* Requirement
An exact transcription of all the records below is required, without any images.

* Data provided

---+---

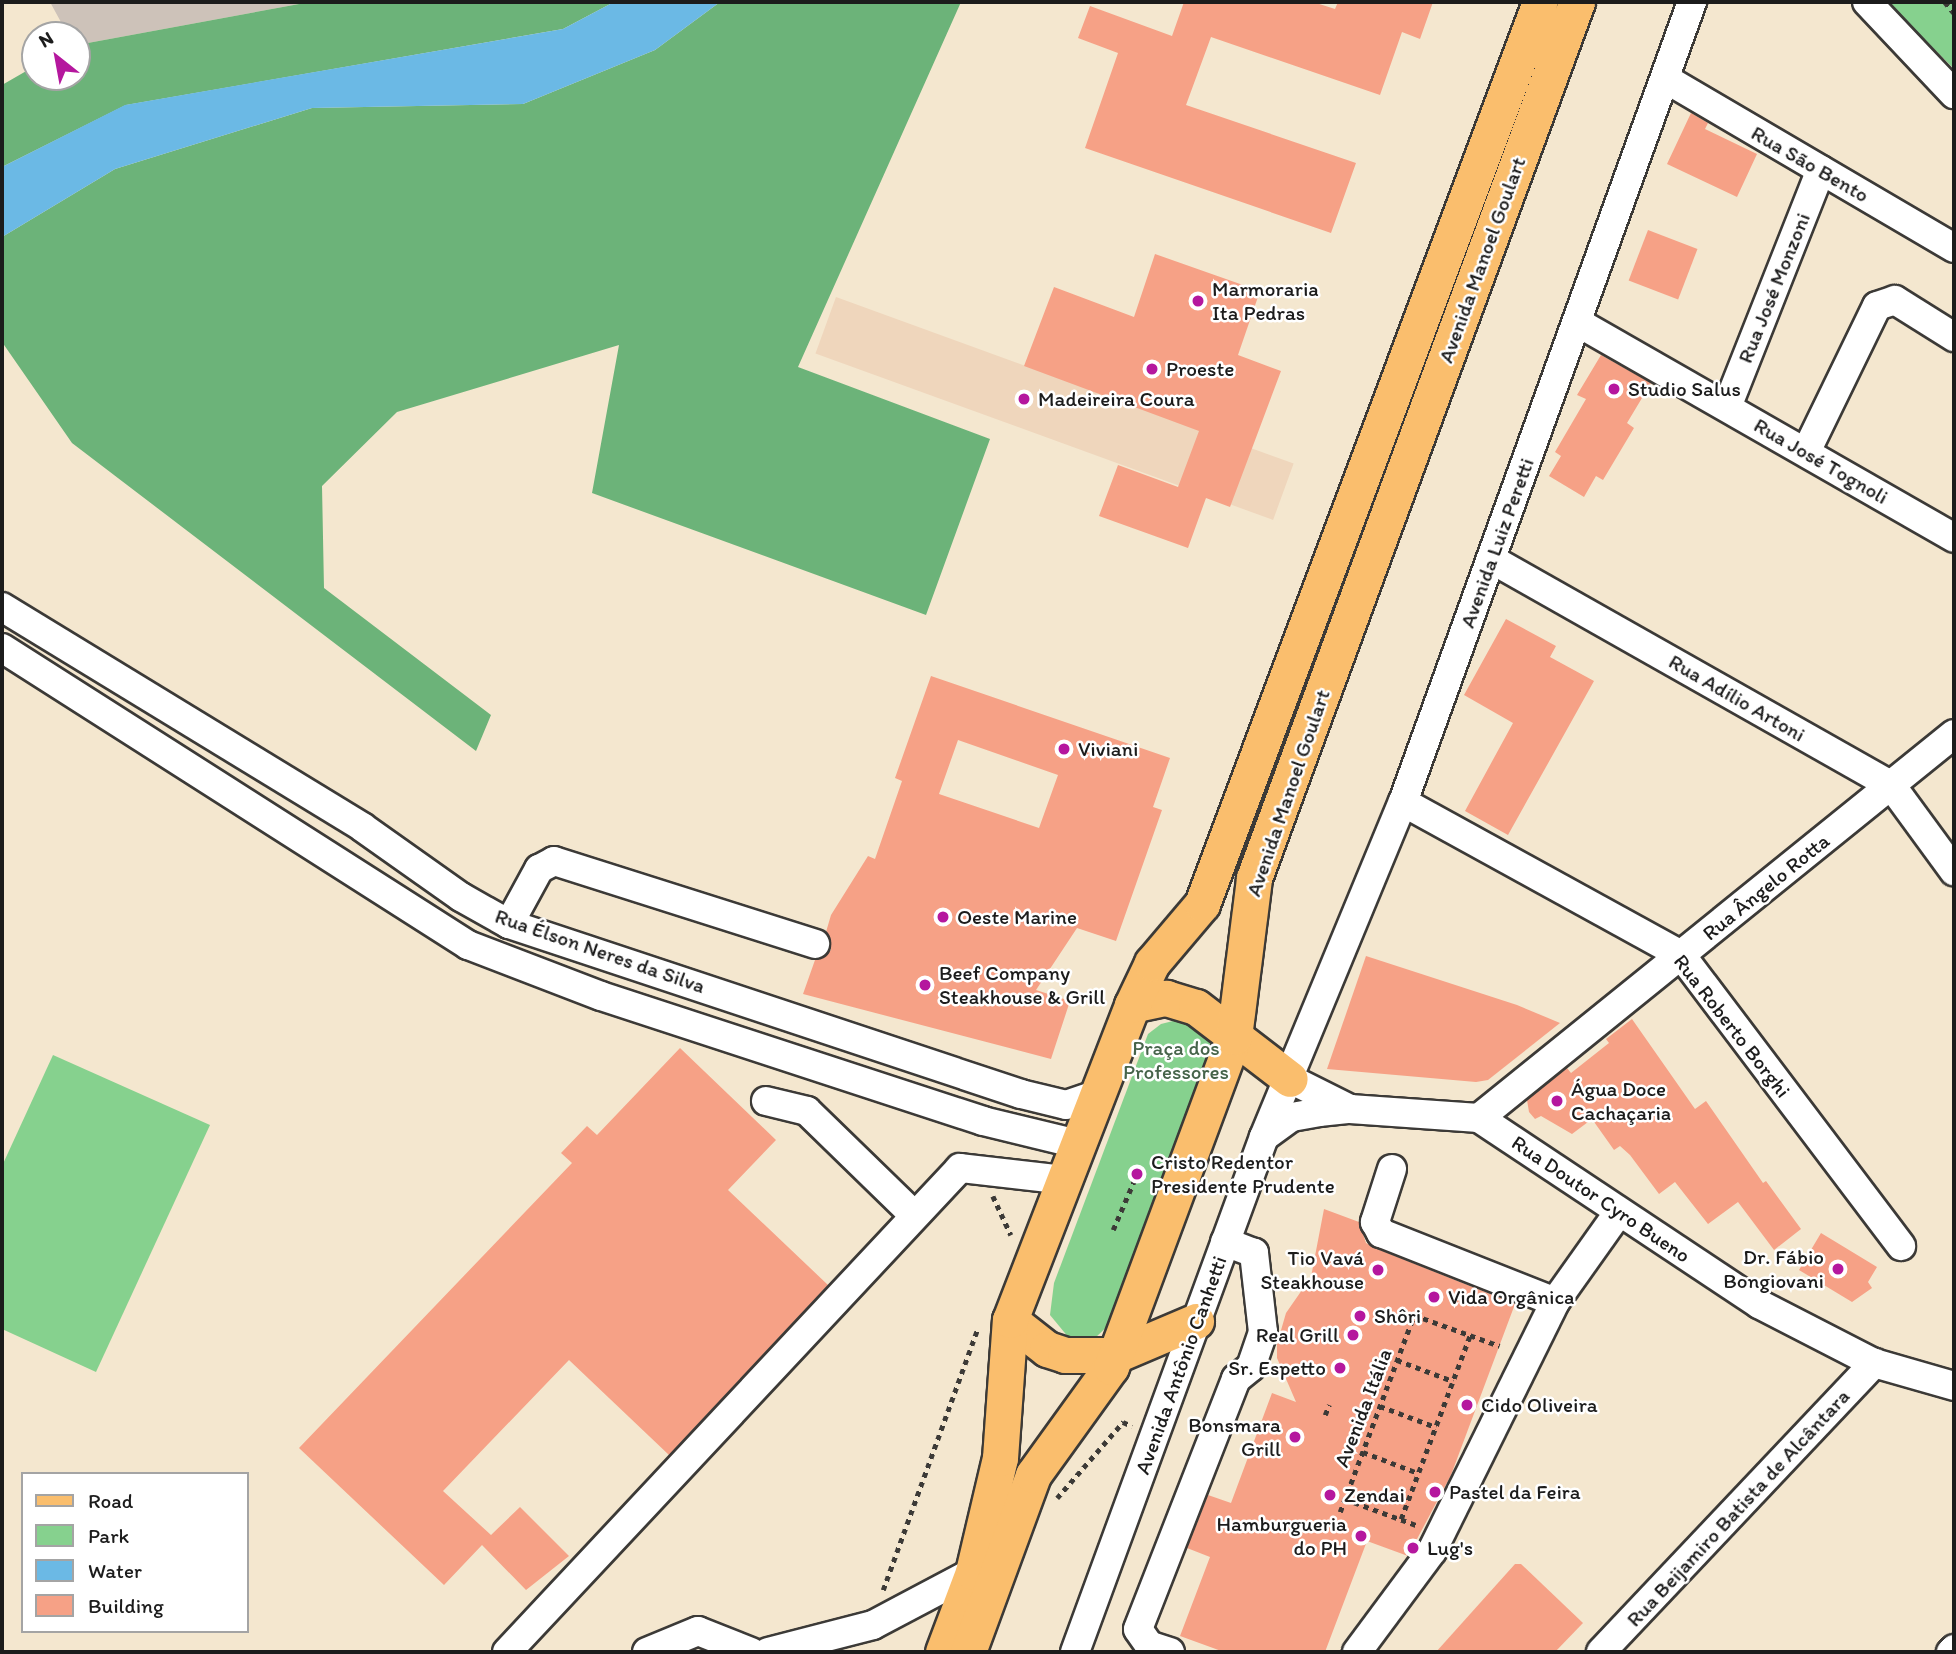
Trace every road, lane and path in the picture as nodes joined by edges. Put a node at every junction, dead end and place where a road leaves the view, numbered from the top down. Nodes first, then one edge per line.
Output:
1 (1540, 2) edge
2 (1577, 2) edge
3 (1692, 2) edge
4 (1867, 2) edge
5 (1945, 2) edge
6 (1954, 13) edge
7 (1666, 79) junction
8 (1954, 94) edge
9 (1821, 170) junction
10 (1954, 248) edge
11 (1579, 323) junction
12 (1954, 337) edge
13 (1727, 407) junction
14 (1806, 452) junction
15 (1954, 538) edge
16 (1491, 559) junction
17 (2, 607) edge
18 (2, 649) edge
19 (1954, 734) edge
20 (1891, 785) junction
21 (1403, 802) junction
22 (1954, 871) edge
23 (509, 924) junction
24 (815, 944) dead end
25 (1681, 955) junction
26 (1132, 1005) junction
27 (823, 1028) junction
28 (1234, 1037) junction
29 (810, 1063) junction
30 (1290, 1079) junction
31 (1098, 1094) junction
32 (766, 1101) dead end
33 (1350, 1109) junction
34 (1479, 1118) junction
35 (1264, 1137) junction
36 (1078, 1144) junction
37 (1392, 1168) dead end
38 (1137, 1174) dead end
39 (1065, 1180) junction
40 (991, 1192) dead end
41 (1619, 1212) junction
42 (914, 1215) junction
43 (1114, 1230) dead end
44 (1226, 1242) junction
45 (1011, 1244) dead end
46 (1901, 1246) dead end
47 (1555, 1302) junction
48 (996, 1319) junction
49 (1196, 1321) junction
50 (1470, 1335) junction
51 (1500, 1346) dead end
52 (1115, 1355) junction
53 (1397, 1360) junction
54 (1874, 1363) junction
55 (1453, 1381) junction
56 (1954, 1386) edge
57 (1329, 1405) dead end
58 (1380, 1406) junction
59 (1325, 1415) dead end
60 (1436, 1427) junction
61 (1153, 1438) junction
62 (1363, 1452) junction
63 (1418, 1473) junction
64 (1345, 1499) junction
65 (1055, 1500) dead end
66 (1340, 1512) dead end
67 (1401, 1519) junction
68 (1420, 1527) dead end
69 (973, 1572) junction
70 (881, 1595) dead end
71 (822, 1645) edge
72 (507, 1652) edge
73 (648, 1652) edge
74 (751, 1652) edge
75 (768, 1652) edge
76 (943, 1652) edge
77 (968, 1652) edge
78 (1075, 1652) edge
79 (1170, 1652) edge
80 (1357, 1652) edge
81 (1601, 1652) edge

1 - 26 main road, Avenida Manoel Goulart
2 - 28 main road, Avenida Manoel Goulart
3 - 7 street, Avenida Luiz Peretti
4 - 8 street
5 - 6 path
7 - 9 street, Rua São Bento
7 - 11 street, Avenida Luiz Peretti
9 - 10 street, Rua São Bento
9 - 13 street, Rua José Monzoni
11 - 13 street, Rua José Tognoli
11 - 16 street, Avenida Luiz Peretti
12 - 14 street
13 - 14 street, Rua José Tognoli
14 - 15 street, Rua José Tognoli
16 - 20 street, Rua Adílio Artoni
16 - 21 street, Avenida Luiz Peretti
17 - 23 street, Rua Élson Neres da Silva
18 - 29 street, Rua Élson Neres da Silva
19 - 20 street, Rua Ângelo Rotta
20 - 22 street, Rua Adílio Artoni
20 - 25 street, Rua Ângelo Rotta
21 - 25 street, Rua Roberto Borghi
21 - 30 street, Avenida Luiz Peretti
23 - 24 street
23 - 27 street, Rua Élson Neres da Silva
25 - 34 street, Rua Ângelo Rotta
25 - 46 street, Rua Roberto Borghi
26 - 28 main road
26 - 31 main road, Avenida Manoel Goulart
27 - 29 street
27 - 31 street, Rua Élson Neres da Silva
28 - 30 main road
28 - 52 main road, Avenida Manoel Goulart
29 - 36 street, Rua Élson Neres da Silva
30 - 33 street, Rua Doutor Cyro Bueno
30 - 35 street, Avenida Antônio Canhetti
31 - 36 main road, Avenida Manoel Goulart
32 - 42 street
33 - 34 street, Rua Doutor Cyro Bueno
33 - 35 street, Rua Doutor Cyro Bueno
34 - 41 street, Rua Doutor Cyro Bueno
35 - 44 street, Avenida Antônio Canhetti
36 - 39 main road, Avenida Manoel Goulart
37 - 47 street
38 - 43 path
39 - 42 street
39 - 48 main road, Avenida Manoel Goulart
40 - 45 path
41 - 47 street
41 - 54 street, Rua Doutor Cyro Bueno
42 - 72 street
44 - 49 street, Avenida Antônio Canhetti
44 - 79 street
47 - 80 street
48 - 52 main road
48 - 69 main road, Avenida Manoel Goulart
48 - 70 path
49 - 52 main road
49 - 61 street, Avenida Antônio Canhetti
50 - 51 path
50 - 53 path, Avenida Itália
50 - 55 path
52 - 77 main road, Avenida Manoel Goulart
53 - 55 path
53 - 58 path, Avenida Itália
54 - 56 street, Rua Doutor Cyro Bueno
54 - 81 street, Rua Beijamiro Batista de Alcântara
55 - 60 path
57 - 59 path
58 - 60 path
58 - 62 path, Avenida Itália
60 - 63 path
61 - 65 path
61 - 78 street, Avenida Antônio Canhetti
62 - 63 path
62 - 64 path, Avenida Itália
63 - 67 path
64 - 66 path, Avenida Itália
64 - 67 path
67 - 68 path
69 - 71 street
69 - 76 main road, Avenida Manoel Goulart
71 - 75 street
73 - 74 street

---+---

* Result
Trace every road, lane and path in the picture as nodes joined by edges. Put a node at every junction, dead end and place where a road leaves the view, numbered from the top down. Nodes first, then one edge per line.
Output:
1 (1540, 2) edge
2 (1577, 2) edge
3 (1692, 2) edge
4 (1867, 2) edge
5 (1945, 2) edge
6 (1954, 13) edge
7 (1666, 79) junction
8 (1954, 94) edge
9 (1821, 170) junction
10 (1954, 248) edge
11 (1579, 323) junction
12 (1954, 337) edge
13 (1727, 407) junction
14 (1806, 452) junction
15 (1954, 538) edge
16 (1491, 559) junction
17 (2, 607) edge
18 (2, 649) edge
19 (1954, 734) edge
20 (1891, 785) junction
21 (1403, 802) junction
22 (1954, 871) edge
23 (509, 924) junction
24 (815, 944) dead end
25 (1681, 955) junction
26 (1132, 1005) junction
27 (823, 1028) junction
28 (1234, 1037) junction
29 (810, 1063) junction
30 (1290, 1079) junction
31 (1098, 1094) junction
32 (766, 1101) dead end
33 (1350, 1109) junction
34 (1479, 1118) junction
35 (1264, 1137) junction
36 (1078, 1144) junction
37 (1392, 1168) dead end
38 (1137, 1174) dead end
39 (1065, 1180) junction
40 (991, 1192) dead end
41 (1619, 1212) junction
42 (914, 1215) junction
43 (1114, 1230) dead end
44 (1226, 1242) junction
45 (1011, 1244) dead end
46 (1901, 1246) dead end
47 (1555, 1302) junction
48 (996, 1319) junction
49 (1196, 1321) junction
50 (1470, 1335) junction
51 (1500, 1346) dead end
52 (1115, 1355) junction
53 (1397, 1360) junction
54 (1874, 1363) junction
55 (1453, 1381) junction
56 (1954, 1386) edge
57 (1329, 1405) dead end
58 (1380, 1406) junction
59 (1325, 1415) dead end
60 (1436, 1427) junction
61 (1153, 1438) junction
62 (1363, 1452) junction
63 (1418, 1473) junction
64 (1345, 1499) junction
65 (1055, 1500) dead end
66 (1340, 1512) dead end
67 (1401, 1519) junction
68 (1420, 1527) dead end
69 (973, 1572) junction
70 (881, 1595) dead end
71 (822, 1645) edge
72 (507, 1652) edge
73 (648, 1652) edge
74 (751, 1652) edge
75 (768, 1652) edge
76 (943, 1652) edge
77 (968, 1652) edge
78 (1075, 1652) edge
79 (1170, 1652) edge
80 (1357, 1652) edge
81 (1601, 1652) edge

1 - 26 main road, Avenida Manoel Goulart
2 - 28 main road, Avenida Manoel Goulart
3 - 7 street, Avenida Luiz Peretti
4 - 8 street
5 - 6 path
7 - 9 street, Rua São Bento
7 - 11 street, Avenida Luiz Peretti
9 - 10 street, Rua São Bento
9 - 13 street, Rua José Monzoni
11 - 13 street, Rua José Tognoli
11 - 16 street, Avenida Luiz Peretti
12 - 14 street
13 - 14 street, Rua José Tognoli
14 - 15 street, Rua José Tognoli
16 - 20 street, Rua Adílio Artoni
16 - 21 street, Avenida Luiz Peretti
17 - 23 street, Rua Élson Neres da Silva
18 - 29 street, Rua Élson Neres da Silva
19 - 20 street, Rua Ângelo Rotta
20 - 22 street, Rua Adílio Artoni
20 - 25 street, Rua Ângelo Rotta
21 - 25 street, Rua Roberto Borghi
21 - 30 street, Avenida Luiz Peretti
23 - 24 street
23 - 27 street, Rua Élson Neres da Silva
25 - 34 street, Rua Ângelo Rotta
25 - 46 street, Rua Roberto Borghi
26 - 28 main road
26 - 31 main road, Avenida Manoel Goulart
27 - 29 street
27 - 31 street, Rua Élson Neres da Silva
28 - 30 main road
28 - 52 main road, Avenida Manoel Goulart
29 - 36 street, Rua Élson Neres da Silva
30 - 33 street, Rua Doutor Cyro Bueno
30 - 35 street, Avenida Antônio Canhetti
31 - 36 main road, Avenida Manoel Goulart
32 - 42 street
33 - 34 street, Rua Doutor Cyro Bueno
33 - 35 street, Rua Doutor Cyro Bueno
34 - 41 street, Rua Doutor Cyro Bueno
35 - 44 street, Avenida Antônio Canhetti
36 - 39 main road, Avenida Manoel Goulart
37 - 47 street
38 - 43 path
39 - 42 street
39 - 48 main road, Avenida Manoel Goulart
40 - 45 path
41 - 47 street
41 - 54 street, Rua Doutor Cyro Bueno
42 - 72 street
44 - 49 street, Avenida Antônio Canhetti
44 - 79 street
47 - 80 street
48 - 52 main road
48 - 69 main road, Avenida Manoel Goulart
48 - 70 path
49 - 52 main road
49 - 61 street, Avenida Antônio Canhetti
50 - 51 path
50 - 53 path, Avenida Itália
50 - 55 path
52 - 77 main road, Avenida Manoel Goulart
53 - 55 path
53 - 58 path, Avenida Itália
54 - 56 street, Rua Doutor Cyro Bueno
54 - 81 street, Rua Beijamiro Batista de Alcântara
55 - 60 path
57 - 59 path
58 - 60 path
58 - 62 path, Avenida Itália
60 - 63 path
61 - 65 path
61 - 78 street, Avenida Antônio Canhetti
62 - 63 path
62 - 64 path, Avenida Itália
63 - 67 path
64 - 66 path, Avenida Itália
64 - 67 path
67 - 68 path
69 - 71 street
69 - 76 main road, Avenida Manoel Goulart
71 - 75 street
73 - 74 street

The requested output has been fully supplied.